> _Assignment_: Produce a copy of every line in the records that holds the string "Belmont".

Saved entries
▼▼▼
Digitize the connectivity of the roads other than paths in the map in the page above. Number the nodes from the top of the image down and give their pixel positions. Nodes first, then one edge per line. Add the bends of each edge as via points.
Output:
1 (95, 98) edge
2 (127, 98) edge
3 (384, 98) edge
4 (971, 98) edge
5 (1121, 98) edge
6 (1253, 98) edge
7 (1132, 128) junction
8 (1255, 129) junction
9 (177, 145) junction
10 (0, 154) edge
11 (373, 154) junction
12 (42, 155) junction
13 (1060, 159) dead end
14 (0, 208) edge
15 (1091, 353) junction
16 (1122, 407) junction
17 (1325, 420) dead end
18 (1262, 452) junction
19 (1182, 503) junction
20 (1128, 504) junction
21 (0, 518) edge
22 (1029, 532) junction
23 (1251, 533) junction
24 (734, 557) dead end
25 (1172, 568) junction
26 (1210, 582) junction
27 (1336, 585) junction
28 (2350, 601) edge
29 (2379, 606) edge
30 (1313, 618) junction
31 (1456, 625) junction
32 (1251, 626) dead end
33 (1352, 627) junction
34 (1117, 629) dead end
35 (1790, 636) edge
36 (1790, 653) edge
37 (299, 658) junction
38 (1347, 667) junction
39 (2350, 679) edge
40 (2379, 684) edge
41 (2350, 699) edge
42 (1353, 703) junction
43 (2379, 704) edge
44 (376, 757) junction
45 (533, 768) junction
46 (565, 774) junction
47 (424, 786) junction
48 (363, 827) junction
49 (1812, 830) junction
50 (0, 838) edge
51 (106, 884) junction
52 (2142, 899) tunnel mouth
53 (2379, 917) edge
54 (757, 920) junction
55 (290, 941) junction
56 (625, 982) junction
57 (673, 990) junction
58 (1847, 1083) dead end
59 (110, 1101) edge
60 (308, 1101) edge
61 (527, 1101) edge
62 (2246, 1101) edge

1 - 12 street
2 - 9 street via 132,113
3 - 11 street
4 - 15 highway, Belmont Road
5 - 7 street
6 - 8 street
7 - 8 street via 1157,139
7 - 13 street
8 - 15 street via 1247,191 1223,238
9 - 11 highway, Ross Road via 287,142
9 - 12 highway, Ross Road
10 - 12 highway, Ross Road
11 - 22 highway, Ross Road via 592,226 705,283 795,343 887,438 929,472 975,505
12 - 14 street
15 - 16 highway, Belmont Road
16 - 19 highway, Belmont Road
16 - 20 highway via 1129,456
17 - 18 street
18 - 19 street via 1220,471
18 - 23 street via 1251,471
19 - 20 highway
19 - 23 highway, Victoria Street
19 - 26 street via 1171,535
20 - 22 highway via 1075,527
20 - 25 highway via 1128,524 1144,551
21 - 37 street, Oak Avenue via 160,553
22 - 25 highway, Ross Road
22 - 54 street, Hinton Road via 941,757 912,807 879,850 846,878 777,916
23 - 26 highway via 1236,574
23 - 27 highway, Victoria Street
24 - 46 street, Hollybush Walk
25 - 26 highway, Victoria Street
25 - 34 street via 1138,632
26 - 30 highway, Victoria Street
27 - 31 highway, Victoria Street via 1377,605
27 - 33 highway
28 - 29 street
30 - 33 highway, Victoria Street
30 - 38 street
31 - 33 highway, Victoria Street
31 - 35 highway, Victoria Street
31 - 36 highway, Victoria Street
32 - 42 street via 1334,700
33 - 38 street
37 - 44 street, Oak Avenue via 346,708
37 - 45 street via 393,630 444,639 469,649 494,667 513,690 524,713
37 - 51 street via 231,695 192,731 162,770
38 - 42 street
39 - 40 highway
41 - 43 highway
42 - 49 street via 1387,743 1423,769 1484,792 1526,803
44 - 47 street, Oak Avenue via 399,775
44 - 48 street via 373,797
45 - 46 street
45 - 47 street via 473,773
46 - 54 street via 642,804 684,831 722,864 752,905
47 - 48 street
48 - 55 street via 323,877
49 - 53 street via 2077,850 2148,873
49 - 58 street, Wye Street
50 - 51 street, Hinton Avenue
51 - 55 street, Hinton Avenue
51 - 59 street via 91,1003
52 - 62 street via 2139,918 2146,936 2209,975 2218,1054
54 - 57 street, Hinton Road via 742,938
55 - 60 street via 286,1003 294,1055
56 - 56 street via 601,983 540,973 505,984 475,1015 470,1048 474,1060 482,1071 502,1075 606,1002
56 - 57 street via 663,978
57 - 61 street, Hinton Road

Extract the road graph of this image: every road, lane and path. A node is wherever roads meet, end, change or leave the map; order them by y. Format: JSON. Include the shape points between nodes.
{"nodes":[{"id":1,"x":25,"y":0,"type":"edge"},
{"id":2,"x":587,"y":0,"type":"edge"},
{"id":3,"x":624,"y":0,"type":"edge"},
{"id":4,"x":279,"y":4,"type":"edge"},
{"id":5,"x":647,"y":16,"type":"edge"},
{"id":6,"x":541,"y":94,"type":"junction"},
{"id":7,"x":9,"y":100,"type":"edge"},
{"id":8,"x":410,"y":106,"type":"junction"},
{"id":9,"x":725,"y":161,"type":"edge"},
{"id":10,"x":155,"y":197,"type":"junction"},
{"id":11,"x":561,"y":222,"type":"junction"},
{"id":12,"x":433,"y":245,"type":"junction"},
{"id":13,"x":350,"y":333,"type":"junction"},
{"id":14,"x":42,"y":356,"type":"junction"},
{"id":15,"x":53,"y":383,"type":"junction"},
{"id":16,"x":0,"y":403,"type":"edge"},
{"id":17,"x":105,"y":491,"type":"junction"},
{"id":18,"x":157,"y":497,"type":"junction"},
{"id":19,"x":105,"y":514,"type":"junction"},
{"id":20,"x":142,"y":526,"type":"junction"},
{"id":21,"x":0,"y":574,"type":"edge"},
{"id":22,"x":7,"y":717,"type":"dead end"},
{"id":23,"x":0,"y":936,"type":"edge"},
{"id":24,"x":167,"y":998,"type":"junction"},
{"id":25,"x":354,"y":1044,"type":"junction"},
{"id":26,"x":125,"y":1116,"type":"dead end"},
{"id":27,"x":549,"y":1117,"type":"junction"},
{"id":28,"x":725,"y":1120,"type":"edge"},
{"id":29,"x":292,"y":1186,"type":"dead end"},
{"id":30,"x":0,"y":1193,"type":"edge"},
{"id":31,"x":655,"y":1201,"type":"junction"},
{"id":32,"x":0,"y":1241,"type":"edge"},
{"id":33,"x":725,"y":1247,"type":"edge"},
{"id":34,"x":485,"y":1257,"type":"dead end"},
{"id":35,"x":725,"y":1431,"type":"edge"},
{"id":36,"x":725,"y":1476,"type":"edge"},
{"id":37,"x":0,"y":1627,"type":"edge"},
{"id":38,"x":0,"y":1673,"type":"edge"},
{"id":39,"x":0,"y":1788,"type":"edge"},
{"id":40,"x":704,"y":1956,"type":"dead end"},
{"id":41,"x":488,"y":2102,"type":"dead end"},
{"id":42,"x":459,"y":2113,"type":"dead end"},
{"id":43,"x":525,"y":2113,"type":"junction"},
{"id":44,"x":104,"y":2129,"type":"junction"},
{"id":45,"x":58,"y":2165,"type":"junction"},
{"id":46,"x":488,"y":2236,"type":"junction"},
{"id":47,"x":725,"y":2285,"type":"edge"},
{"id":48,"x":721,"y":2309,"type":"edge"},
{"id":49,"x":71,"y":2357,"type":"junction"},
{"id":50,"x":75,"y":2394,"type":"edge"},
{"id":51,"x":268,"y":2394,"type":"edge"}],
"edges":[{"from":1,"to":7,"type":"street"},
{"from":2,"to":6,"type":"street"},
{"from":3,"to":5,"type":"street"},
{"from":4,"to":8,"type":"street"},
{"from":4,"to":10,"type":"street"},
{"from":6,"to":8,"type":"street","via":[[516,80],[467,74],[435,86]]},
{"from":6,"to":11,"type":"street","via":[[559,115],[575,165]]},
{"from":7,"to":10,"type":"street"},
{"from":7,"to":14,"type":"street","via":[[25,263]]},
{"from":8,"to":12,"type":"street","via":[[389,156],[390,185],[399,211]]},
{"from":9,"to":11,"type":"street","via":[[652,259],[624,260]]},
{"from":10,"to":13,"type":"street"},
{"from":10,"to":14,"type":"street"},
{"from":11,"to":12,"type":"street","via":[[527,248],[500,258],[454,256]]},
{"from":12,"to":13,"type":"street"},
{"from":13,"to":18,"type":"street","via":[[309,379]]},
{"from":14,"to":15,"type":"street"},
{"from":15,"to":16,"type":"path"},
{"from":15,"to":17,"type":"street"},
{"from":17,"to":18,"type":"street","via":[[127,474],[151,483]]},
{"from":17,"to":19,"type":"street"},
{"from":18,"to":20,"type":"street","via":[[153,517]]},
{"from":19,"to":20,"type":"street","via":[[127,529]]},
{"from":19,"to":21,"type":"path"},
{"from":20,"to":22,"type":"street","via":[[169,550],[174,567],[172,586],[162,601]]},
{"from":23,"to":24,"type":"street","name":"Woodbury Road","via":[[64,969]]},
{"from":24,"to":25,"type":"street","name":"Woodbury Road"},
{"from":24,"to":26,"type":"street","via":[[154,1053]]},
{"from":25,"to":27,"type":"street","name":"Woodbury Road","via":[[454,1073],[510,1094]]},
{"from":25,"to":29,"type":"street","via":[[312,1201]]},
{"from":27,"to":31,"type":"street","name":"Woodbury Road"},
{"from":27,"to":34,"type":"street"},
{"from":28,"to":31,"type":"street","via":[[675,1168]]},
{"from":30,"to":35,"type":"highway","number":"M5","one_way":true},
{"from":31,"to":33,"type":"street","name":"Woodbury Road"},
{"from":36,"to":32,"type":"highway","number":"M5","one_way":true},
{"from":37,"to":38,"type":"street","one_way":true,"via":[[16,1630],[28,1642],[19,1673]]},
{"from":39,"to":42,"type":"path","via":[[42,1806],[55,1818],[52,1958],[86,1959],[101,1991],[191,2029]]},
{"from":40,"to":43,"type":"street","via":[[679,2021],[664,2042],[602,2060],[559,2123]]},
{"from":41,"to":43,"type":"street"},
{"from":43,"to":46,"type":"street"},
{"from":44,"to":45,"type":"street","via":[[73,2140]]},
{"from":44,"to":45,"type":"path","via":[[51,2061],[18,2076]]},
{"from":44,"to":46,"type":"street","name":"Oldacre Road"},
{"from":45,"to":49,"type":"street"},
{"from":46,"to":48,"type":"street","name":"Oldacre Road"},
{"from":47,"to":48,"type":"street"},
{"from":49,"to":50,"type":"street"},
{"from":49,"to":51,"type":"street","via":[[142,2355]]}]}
▲▲▲
> _Answer to this exercise_:
4 - 15 highway, Belmont Road
15 - 16 highway, Belmont Road
16 - 19 highway, Belmont Road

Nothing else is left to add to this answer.